Grace Han Wolf’s professional career has included five distinct phases. “I tend to reinvent myself about every decade,” Wolf says. “I tell young people you can’t be afraid of taking risks.”

Wolf worked on Wall Street prior to earning her Johnson MBA, then spent much of the 1990s in corporate finance and management consulting roles with firms including Dun & Bradstreet, IBM, and Deloitte & Touche.

Beginning in 2003, Wolf bought and ultimately sold a portfolio of small businesses, including two GNC stores and a Clay Café franchise. With a child in daycare, the flexible work schedule was a major draw of business ownership. Wolf was also able to apply skills she learned at Johnson and in the corporate world at a very practical level.

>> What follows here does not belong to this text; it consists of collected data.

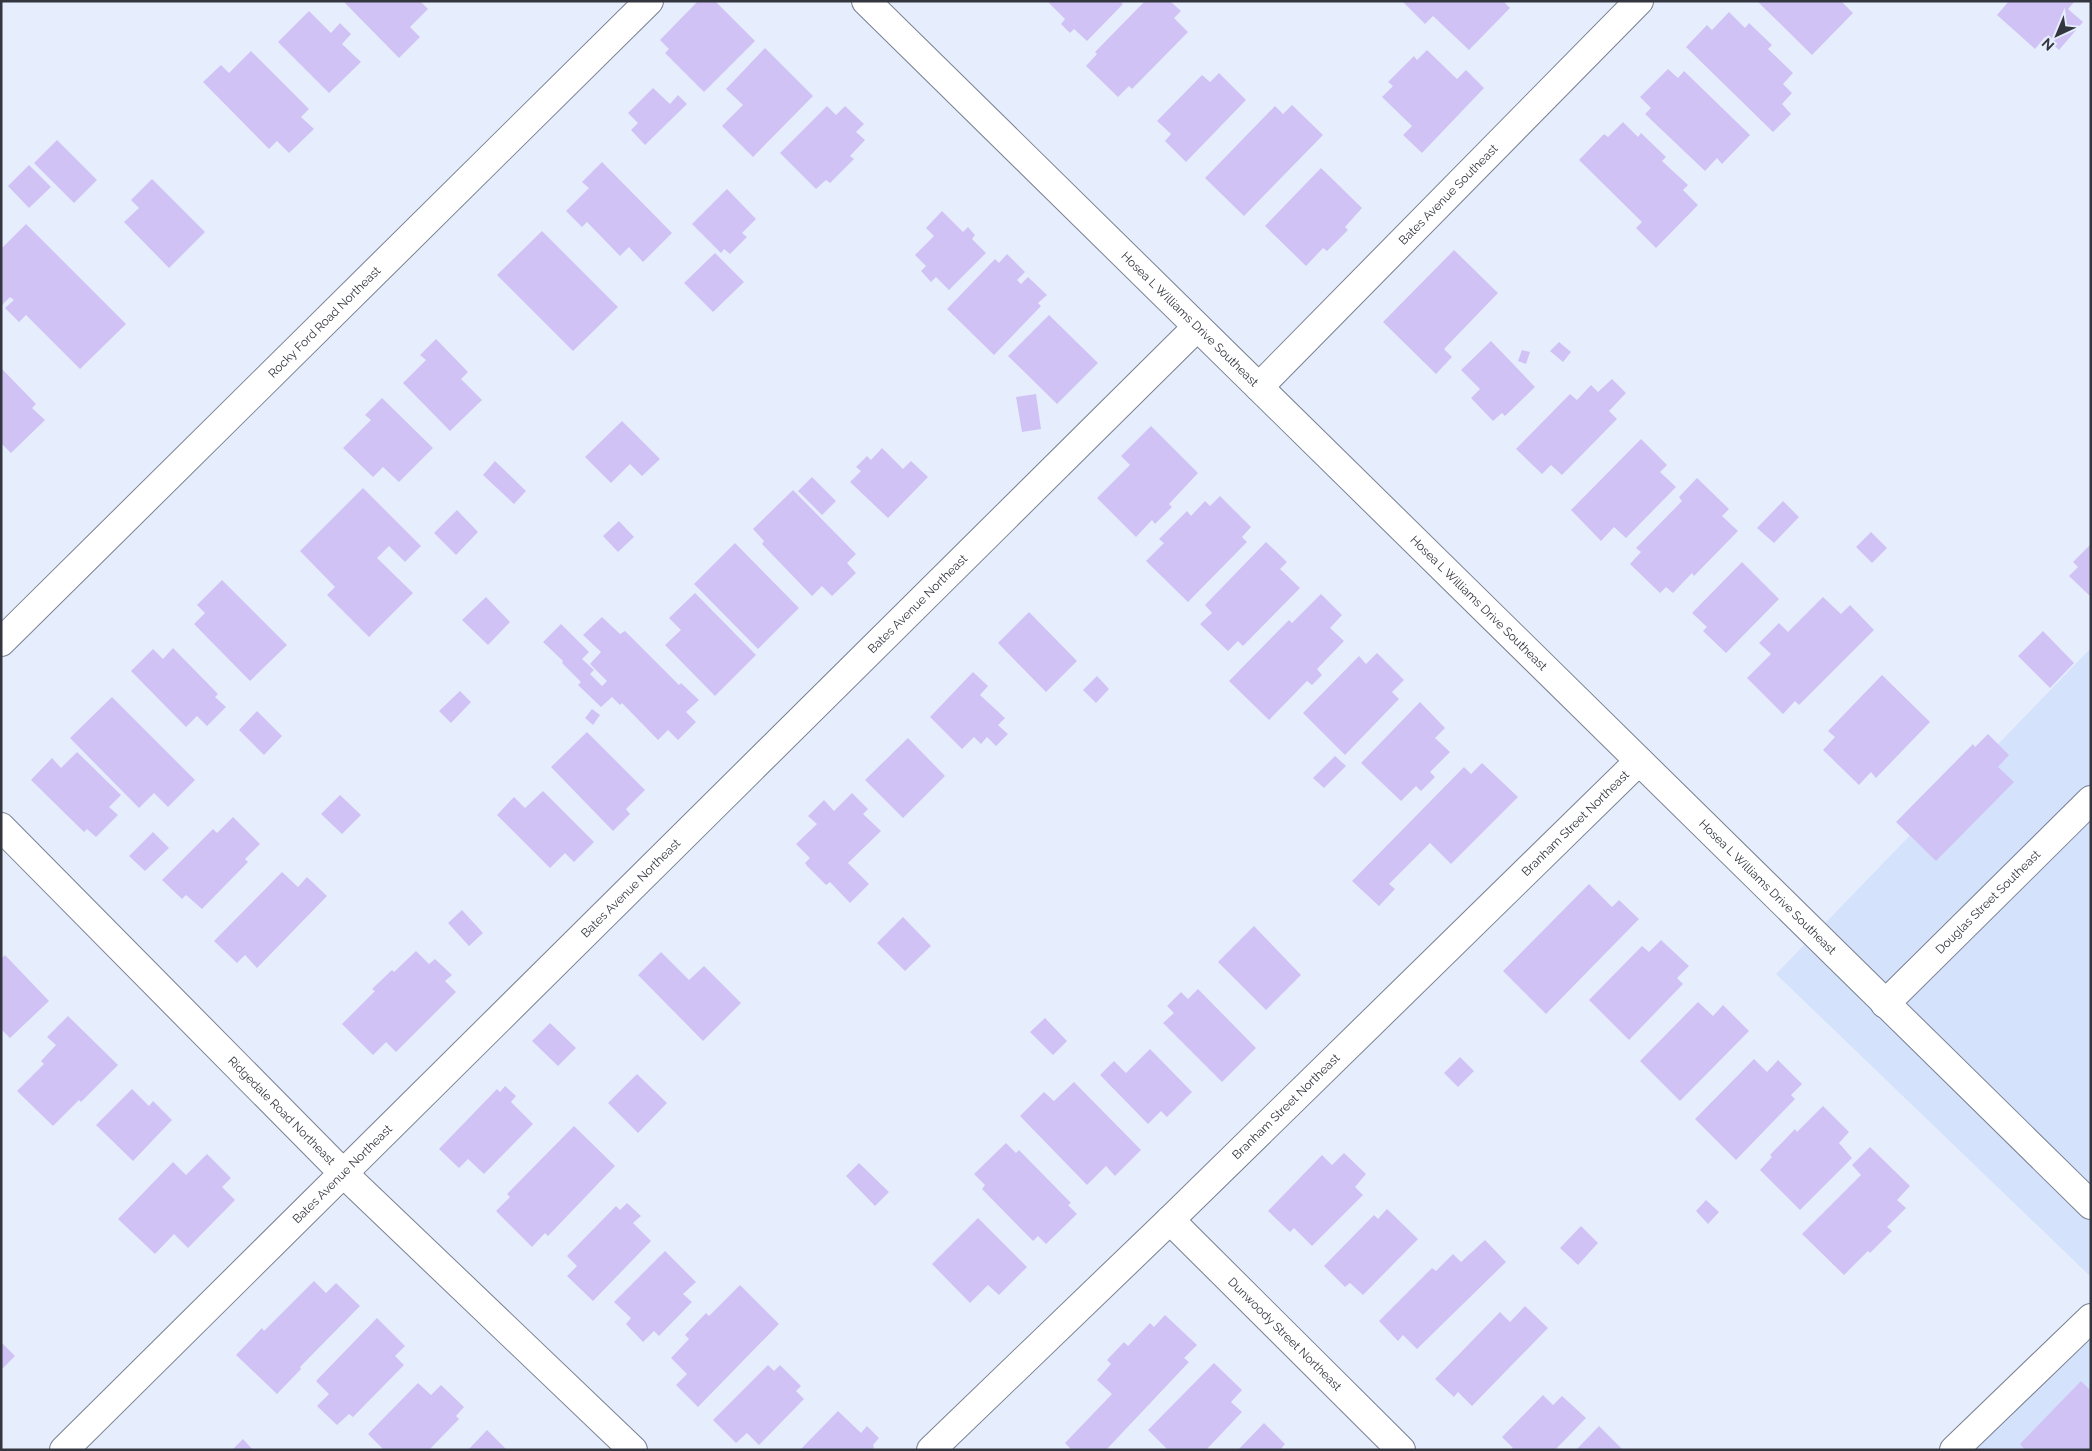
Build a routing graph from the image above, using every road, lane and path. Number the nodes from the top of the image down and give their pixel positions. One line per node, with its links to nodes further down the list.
1 (649, 1): 6 (street, Rocky Ford Road Northeast)
2 (866, 1): 4 (street, Hosea L Williams Drive Southeast)
3 (1639, 1): 5 (street, Bates Avenue Southeast)
4 (1197, 326): 5 (street, Hosea L Williams Drive Southeast); 11 (street, Bates Avenue Northeast)
5 (1259, 387): 7 (street, Hosea L Williams Drive Southeast)
6 (1, 642)
7 (1639, 761): 10 (street, Hosea L Williams Drive Southeast); 13 (street, Branham Street Northeast)
8 (2091, 800): 10 (street, Douglas Street Southeast)
9 (1, 828): 11 (street, Ridgedale Road Northeast)
10 (1885, 1004): 12 (street, Hosea L Williams Drive Southeast)
11 (344, 1174): 15 (street, Bates Avenue Northeast); 16 (street, Ridgedale Road Northeast)
12 (2091, 1205)
13 (1170, 1220): 17 (street, Branham Street Northeast); 18 (street, Dunwoody Street Northeast)
14 (2091, 1318): 19 (street)
15 (64, 1450)
16 (632, 1450)
17 (931, 1450)
18 (1401, 1450)
19 (1954, 1450)

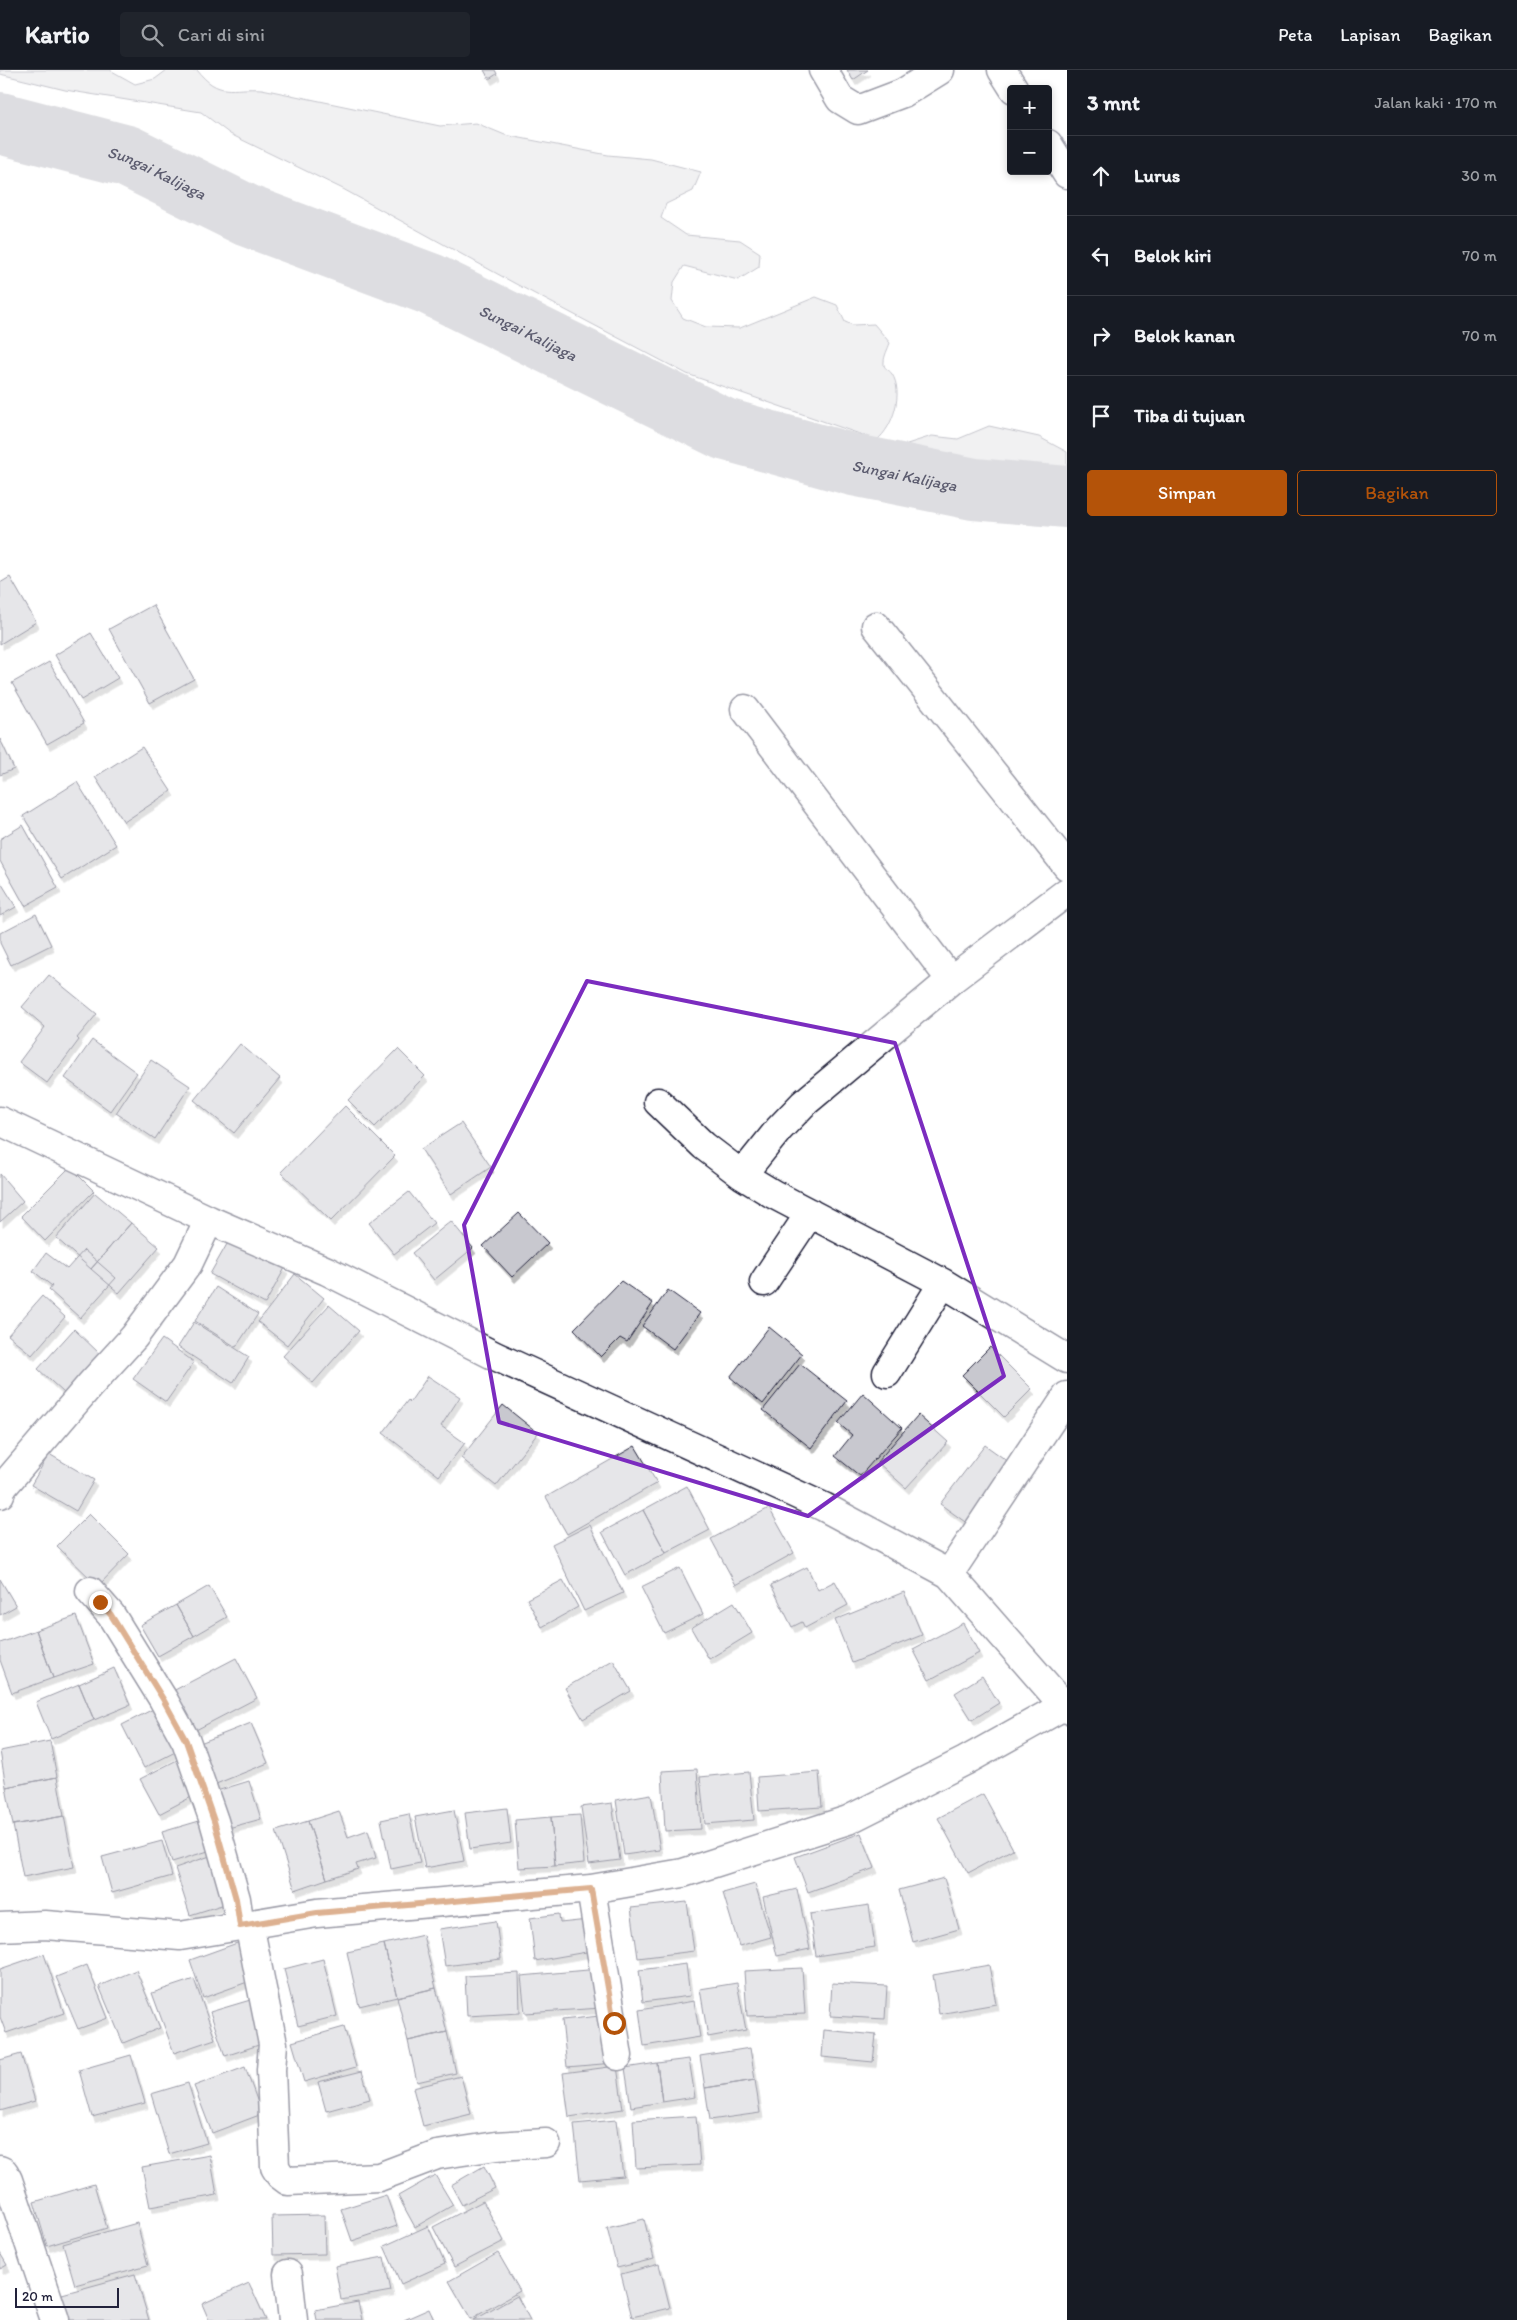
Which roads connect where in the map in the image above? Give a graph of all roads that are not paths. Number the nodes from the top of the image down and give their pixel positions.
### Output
1 (823, 70) edge
2 (940, 70) edge
3 (1002, 70) edge
4 (1011, 85) edge
5 (1052, 150) edge
6 (1067, 174) edge
7 (876, 626) dead end
8 (744, 709) dead end
9 (1067, 866) edge
10 (1067, 892) edge
11 (951, 980) junction
12 (658, 1102) dead end
13 (0, 1121) edge
14 (742, 1175) junction
15 (810, 1213) junction
16 (209, 1220) junction
17 (764, 1282) dead end
18 (943, 1283) junction
19 (1067, 1358) edge
20 (887, 1373) dead end
21 (1067, 1396) edge
22 (0, 1494) edge
23 (949, 1574) junction
24 (90, 1591) dead end
25 (1066, 1706) edge
26 (591, 1889) junction
27 (244, 1925) junction
28 (0, 1927) edge
29 (618, 2056) dead end
30 (546, 2143) dead end
31 (0, 2170) edge
32 (288, 2274) dead end
33 (55, 2320) edge
34 (293, 2320) edge

1 - 2 street
3 - 4 street
5 - 6 street
7 - 9 street
8 - 11 street
10 - 11 street
11 - 14 street
12 - 14 street
13 - 16 street
14 - 15 street
15 - 17 street
15 - 18 street
16 - 22 street
16 - 23 street
18 - 19 street
18 - 20 street
21 - 23 street
23 - 25 street
24 - 27 street
25 - 26 street
26 - 27 street
26 - 29 street
27 - 28 street
27 - 30 street
31 - 33 street
32 - 34 street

“We don’t do a very good job of teaching basic business tenets to everyday business owners,” Wolf says. “Consequently, many of them fail. I count my business school background, as well as my experience in finance, as keys to my success in running profitable businesses.”

Wolf is now laser focused on her “public service decade,” dedicating her time to elected office and nonprofit work. She has served as a member of the Herndon (Va.) Town Council since 2010, the first Korean American woman elected to office in Virginia. Governor Terry McAuliffe appointed Wolf to a five-year term on the Virginia Commission for the Arts, and she was named one of “The Influential Women of Virginia” by Virginia Lawyers Media.

“One of the most important responsibilities of the job is to represent communities that simply don’t feel represented,” Wolf says. “[My role is] a great source of pride for the local Korean American community here in Fairfax County.”

In the nonprofit realm, Wolf works part time as executive assistant to the vice president of philanthropy at the National Wildlife Federation, America’s oldest conservation organization. She is also a founder of the Jade Philanthropy Society, an organization “committed to raising the profile of Asian Americans in philanthropy.”

Wolf lives in Herndon with her husband. Their daughter recently completed her sophomore year at the College of William & Mary.